### THE TASK
Each line below needs to be printed again exactly.

### DATASET ENTRIES
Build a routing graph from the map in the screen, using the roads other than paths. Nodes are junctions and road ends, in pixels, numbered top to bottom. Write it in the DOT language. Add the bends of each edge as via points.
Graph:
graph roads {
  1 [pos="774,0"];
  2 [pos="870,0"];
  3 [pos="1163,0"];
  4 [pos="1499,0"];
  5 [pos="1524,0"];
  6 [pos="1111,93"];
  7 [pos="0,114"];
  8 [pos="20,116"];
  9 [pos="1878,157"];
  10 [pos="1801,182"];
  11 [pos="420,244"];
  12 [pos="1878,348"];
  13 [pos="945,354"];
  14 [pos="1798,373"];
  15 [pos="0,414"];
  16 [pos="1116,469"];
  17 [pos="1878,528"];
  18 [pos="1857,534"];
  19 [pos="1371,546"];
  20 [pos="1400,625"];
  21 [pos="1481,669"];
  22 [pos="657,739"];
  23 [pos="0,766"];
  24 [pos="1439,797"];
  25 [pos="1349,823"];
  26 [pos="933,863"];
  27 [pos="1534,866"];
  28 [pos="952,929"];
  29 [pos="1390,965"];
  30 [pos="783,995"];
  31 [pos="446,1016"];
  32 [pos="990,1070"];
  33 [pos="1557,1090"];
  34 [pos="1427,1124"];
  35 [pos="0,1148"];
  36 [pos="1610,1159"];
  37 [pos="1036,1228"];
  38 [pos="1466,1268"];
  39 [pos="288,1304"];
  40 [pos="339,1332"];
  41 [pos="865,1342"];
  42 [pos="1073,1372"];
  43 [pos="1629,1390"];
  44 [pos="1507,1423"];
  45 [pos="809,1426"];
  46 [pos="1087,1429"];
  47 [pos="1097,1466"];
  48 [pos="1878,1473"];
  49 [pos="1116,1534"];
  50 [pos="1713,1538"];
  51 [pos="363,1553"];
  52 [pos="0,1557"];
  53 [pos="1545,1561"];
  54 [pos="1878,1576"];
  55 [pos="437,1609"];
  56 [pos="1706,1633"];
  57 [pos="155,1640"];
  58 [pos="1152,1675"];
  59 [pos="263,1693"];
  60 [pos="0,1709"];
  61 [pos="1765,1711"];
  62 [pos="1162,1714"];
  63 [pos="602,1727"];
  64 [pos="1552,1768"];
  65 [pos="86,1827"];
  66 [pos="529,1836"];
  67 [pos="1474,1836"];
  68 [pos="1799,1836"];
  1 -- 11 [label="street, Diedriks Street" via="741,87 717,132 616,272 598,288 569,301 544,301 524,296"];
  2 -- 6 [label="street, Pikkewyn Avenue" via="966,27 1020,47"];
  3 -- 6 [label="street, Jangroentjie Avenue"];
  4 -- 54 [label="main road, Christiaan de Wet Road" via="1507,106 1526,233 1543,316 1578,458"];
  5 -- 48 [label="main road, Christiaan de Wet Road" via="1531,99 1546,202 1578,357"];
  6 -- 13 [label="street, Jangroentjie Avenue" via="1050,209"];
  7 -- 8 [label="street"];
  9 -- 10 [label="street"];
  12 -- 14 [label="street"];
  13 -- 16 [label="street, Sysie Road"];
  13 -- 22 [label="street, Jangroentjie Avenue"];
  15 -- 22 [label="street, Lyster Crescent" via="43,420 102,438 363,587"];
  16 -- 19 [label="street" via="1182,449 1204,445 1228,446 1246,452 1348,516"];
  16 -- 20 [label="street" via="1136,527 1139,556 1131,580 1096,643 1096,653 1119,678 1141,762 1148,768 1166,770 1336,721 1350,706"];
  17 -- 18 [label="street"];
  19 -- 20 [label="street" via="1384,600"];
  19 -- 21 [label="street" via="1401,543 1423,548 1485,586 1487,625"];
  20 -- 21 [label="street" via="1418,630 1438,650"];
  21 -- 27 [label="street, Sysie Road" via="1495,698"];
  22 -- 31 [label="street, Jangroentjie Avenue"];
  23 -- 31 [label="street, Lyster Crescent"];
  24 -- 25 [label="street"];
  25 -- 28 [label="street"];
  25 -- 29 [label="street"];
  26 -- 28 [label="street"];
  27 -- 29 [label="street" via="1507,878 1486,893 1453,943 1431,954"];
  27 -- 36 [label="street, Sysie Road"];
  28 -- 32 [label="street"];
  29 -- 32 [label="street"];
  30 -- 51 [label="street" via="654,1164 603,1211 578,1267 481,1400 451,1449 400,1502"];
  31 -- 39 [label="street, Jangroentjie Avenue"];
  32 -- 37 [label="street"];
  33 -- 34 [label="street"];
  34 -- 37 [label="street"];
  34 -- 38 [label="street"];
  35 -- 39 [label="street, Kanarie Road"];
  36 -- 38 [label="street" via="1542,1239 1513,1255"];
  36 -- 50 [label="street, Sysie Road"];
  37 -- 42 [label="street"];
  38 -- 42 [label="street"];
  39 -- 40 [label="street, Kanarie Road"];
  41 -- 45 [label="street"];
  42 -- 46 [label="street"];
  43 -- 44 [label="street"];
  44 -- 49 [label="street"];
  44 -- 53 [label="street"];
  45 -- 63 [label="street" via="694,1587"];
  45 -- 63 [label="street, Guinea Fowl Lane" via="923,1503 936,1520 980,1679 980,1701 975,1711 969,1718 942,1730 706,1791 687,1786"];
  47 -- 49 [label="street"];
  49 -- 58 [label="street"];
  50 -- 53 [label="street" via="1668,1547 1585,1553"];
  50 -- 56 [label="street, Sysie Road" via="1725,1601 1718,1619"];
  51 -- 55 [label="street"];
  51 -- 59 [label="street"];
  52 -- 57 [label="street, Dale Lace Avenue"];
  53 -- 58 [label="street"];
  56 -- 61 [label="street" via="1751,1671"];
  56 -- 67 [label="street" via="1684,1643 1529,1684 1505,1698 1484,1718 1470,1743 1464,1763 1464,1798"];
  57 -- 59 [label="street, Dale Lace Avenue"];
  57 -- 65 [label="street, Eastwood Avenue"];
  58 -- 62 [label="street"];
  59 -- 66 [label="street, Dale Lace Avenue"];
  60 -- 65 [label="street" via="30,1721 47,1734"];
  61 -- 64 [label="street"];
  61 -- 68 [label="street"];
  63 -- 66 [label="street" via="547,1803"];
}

### SOLUTION TO THIS EXERCISE
Build a routing graph from the map in the screen, using the roads other than paths. Nodes are junctions and road ends, in pixels, numbered top to bottom. Write it in the DOT language. Add the bends of each edge as via points.
Graph:
graph roads {
  1 [pos="774,0"];
  2 [pos="870,0"];
  3 [pos="1163,0"];
  4 [pos="1499,0"];
  5 [pos="1524,0"];
  6 [pos="1111,93"];
  7 [pos="0,114"];
  8 [pos="20,116"];
  9 [pos="1878,157"];
  10 [pos="1801,182"];
  11 [pos="420,244"];
  12 [pos="1878,348"];
  13 [pos="945,354"];
  14 [pos="1798,373"];
  15 [pos="0,414"];
  16 [pos="1116,469"];
  17 [pos="1878,528"];
  18 [pos="1857,534"];
  19 [pos="1371,546"];
  20 [pos="1400,625"];
  21 [pos="1481,669"];
  22 [pos="657,739"];
  23 [pos="0,766"];
  24 [pos="1439,797"];
  25 [pos="1349,823"];
  26 [pos="933,863"];
  27 [pos="1534,866"];
  28 [pos="952,929"];
  29 [pos="1390,965"];
  30 [pos="783,995"];
  31 [pos="446,1016"];
  32 [pos="990,1070"];
  33 [pos="1557,1090"];
  34 [pos="1427,1124"];
  35 [pos="0,1148"];
  36 [pos="1610,1159"];
  37 [pos="1036,1228"];
  38 [pos="1466,1268"];
  39 [pos="288,1304"];
  40 [pos="339,1332"];
  41 [pos="865,1342"];
  42 [pos="1073,1372"];
  43 [pos="1629,1390"];
  44 [pos="1507,1423"];
  45 [pos="809,1426"];
  46 [pos="1087,1429"];
  47 [pos="1097,1466"];
  48 [pos="1878,1473"];
  49 [pos="1116,1534"];
  50 [pos="1713,1538"];
  51 [pos="363,1553"];
  52 [pos="0,1557"];
  53 [pos="1545,1561"];
  54 [pos="1878,1576"];
  55 [pos="437,1609"];
  56 [pos="1706,1633"];
  57 [pos="155,1640"];
  58 [pos="1152,1675"];
  59 [pos="263,1693"];
  60 [pos="0,1709"];
  61 [pos="1765,1711"];
  62 [pos="1162,1714"];
  63 [pos="602,1727"];
  64 [pos="1552,1768"];
  65 [pos="86,1827"];
  66 [pos="529,1836"];
  67 [pos="1474,1836"];
  68 [pos="1799,1836"];
  1 -- 11 [label="street, Diedriks Street" via="741,87 717,132 616,272 598,288 569,301 544,301 524,296"];
  2 -- 6 [label="street, Pikkewyn Avenue" via="966,27 1020,47"];
  3 -- 6 [label="street, Jangroentjie Avenue"];
  4 -- 54 [label="main road, Christiaan de Wet Road" via="1507,106 1526,233 1543,316 1578,458"];
  5 -- 48 [label="main road, Christiaan de Wet Road" via="1531,99 1546,202 1578,357"];
  6 -- 13 [label="street, Jangroentjie Avenue" via="1050,209"];
  7 -- 8 [label="street"];
  9 -- 10 [label="street"];
  12 -- 14 [label="street"];
  13 -- 16 [label="street, Sysie Road"];
  13 -- 22 [label="street, Jangroentjie Avenue"];
  15 -- 22 [label="street, Lyster Crescent" via="43,420 102,438 363,587"];
  16 -- 19 [label="street" via="1182,449 1204,445 1228,446 1246,452 1348,516"];
  16 -- 20 [label="street" via="1136,527 1139,556 1131,580 1096,643 1096,653 1119,678 1141,762 1148,768 1166,770 1336,721 1350,706"];
  17 -- 18 [label="street"];
  19 -- 20 [label="street" via="1384,600"];
  19 -- 21 [label="street" via="1401,543 1423,548 1485,586 1487,625"];
  20 -- 21 [label="street" via="1418,630 1438,650"];
  21 -- 27 [label="street, Sysie Road" via="1495,698"];
  22 -- 31 [label="street, Jangroentjie Avenue"];
  23 -- 31 [label="street, Lyster Crescent"];
  24 -- 25 [label="street"];
  25 -- 28 [label="street"];
  25 -- 29 [label="street"];
  26 -- 28 [label="street"];
  27 -- 29 [label="street" via="1507,878 1486,893 1453,943 1431,954"];
  27 -- 36 [label="street, Sysie Road"];
  28 -- 32 [label="street"];
  29 -- 32 [label="street"];
  30 -- 51 [label="street" via="654,1164 603,1211 578,1267 481,1400 451,1449 400,1502"];
  31 -- 39 [label="street, Jangroentjie Avenue"];
  32 -- 37 [label="street"];
  33 -- 34 [label="street"];
  34 -- 37 [label="street"];
  34 -- 38 [label="street"];
  35 -- 39 [label="street, Kanarie Road"];
  36 -- 38 [label="street" via="1542,1239 1513,1255"];
  36 -- 50 [label="street, Sysie Road"];
  37 -- 42 [label="street"];
  38 -- 42 [label="street"];
  39 -- 40 [label="street, Kanarie Road"];
  41 -- 45 [label="street"];
  42 -- 46 [label="street"];
  43 -- 44 [label="street"];
  44 -- 49 [label="street"];
  44 -- 53 [label="street"];
  45 -- 63 [label="street" via="694,1587"];
  45 -- 63 [label="street, Guinea Fowl Lane" via="923,1503 936,1520 980,1679 980,1701 975,1711 969,1718 942,1730 706,1791 687,1786"];
  47 -- 49 [label="street"];
  49 -- 58 [label="street"];
  50 -- 53 [label="street" via="1668,1547 1585,1553"];
  50 -- 56 [label="street, Sysie Road" via="1725,1601 1718,1619"];
  51 -- 55 [label="street"];
  51 -- 59 [label="street"];
  52 -- 57 [label="street, Dale Lace Avenue"];
  53 -- 58 [label="street"];
  56 -- 61 [label="street" via="1751,1671"];
  56 -- 67 [label="street" via="1684,1643 1529,1684 1505,1698 1484,1718 1470,1743 1464,1763 1464,1798"];
  57 -- 59 [label="street, Dale Lace Avenue"];
  57 -- 65 [label="street, Eastwood Avenue"];
  58 -- 62 [label="street"];
  59 -- 66 [label="street, Dale Lace Avenue"];
  60 -- 65 [label="street" via="30,1721 47,1734"];
  61 -- 64 [label="street"];
  61 -- 68 [label="street"];
  63 -- 66 [label="street" via="547,1803"];
}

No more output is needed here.